TAGGED AS: Action, streaming, TV
It’s worked for so many other shows, now it’s Marvel’s time for a TV series revival. Ten years after Charlie Cox first suited up as the “Man Without Fear” in Netflix’s eponymous program, the actor is back in the role for Daredevil: Born Again, this time on Disney+. Reviews of the continuation are mostly approving of Daredevil’s action-packed return, though whether it’s better or worse than the previous incarnation is up for debate.
Here’s what critics are saying about Daredevil: Born Again:
The revival series blows every expectation out of the water.
— Rohan Patel, ComicBookMovie.com
It is exactly what fans have been wanting and it is well worth the wait.
— Tessa Smith, Mama’s Geeky
From the first seconds of its first episode, watching Daredevil: Born Again feels like coming home… The mix of superhero story and legal drama remains a winning formula.

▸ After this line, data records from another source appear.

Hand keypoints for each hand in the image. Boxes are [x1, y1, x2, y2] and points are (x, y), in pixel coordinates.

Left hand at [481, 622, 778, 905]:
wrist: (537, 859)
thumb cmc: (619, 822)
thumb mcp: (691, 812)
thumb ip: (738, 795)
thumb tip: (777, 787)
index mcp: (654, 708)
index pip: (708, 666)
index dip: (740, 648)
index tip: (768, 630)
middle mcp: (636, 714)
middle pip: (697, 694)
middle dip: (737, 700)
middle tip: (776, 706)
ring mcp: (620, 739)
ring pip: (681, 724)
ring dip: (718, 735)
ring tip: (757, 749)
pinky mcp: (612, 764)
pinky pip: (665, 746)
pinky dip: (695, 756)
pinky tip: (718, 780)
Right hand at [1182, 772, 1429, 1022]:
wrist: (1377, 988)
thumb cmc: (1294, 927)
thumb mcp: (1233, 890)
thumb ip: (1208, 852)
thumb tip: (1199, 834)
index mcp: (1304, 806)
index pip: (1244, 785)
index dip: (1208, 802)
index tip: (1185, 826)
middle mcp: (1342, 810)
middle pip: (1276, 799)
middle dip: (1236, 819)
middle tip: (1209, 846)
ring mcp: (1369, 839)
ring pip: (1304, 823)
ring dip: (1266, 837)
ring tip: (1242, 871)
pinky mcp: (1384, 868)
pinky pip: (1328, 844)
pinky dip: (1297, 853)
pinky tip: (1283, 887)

— Ross McIndoe, Slant Magazine
Born Again’s most important achievement is the canny way it continues everything that worked about the original Daredevil series, with some notable improvements across the board elsewhere.
— Liz Shannon Miller, Consequence
Daredevil: Born Again rises above… With a cast entirely at ease in their characters’ skins, and a darker tone, the series is a breathtaking example of what it means to revisit a known hero while offering him new reasons to fight for justice.
— Aramide Tinubu, Variety
The same adherence to formula that makes Born Again so satisfying at its best is also what ultimately keeps it feeling trapped in amber.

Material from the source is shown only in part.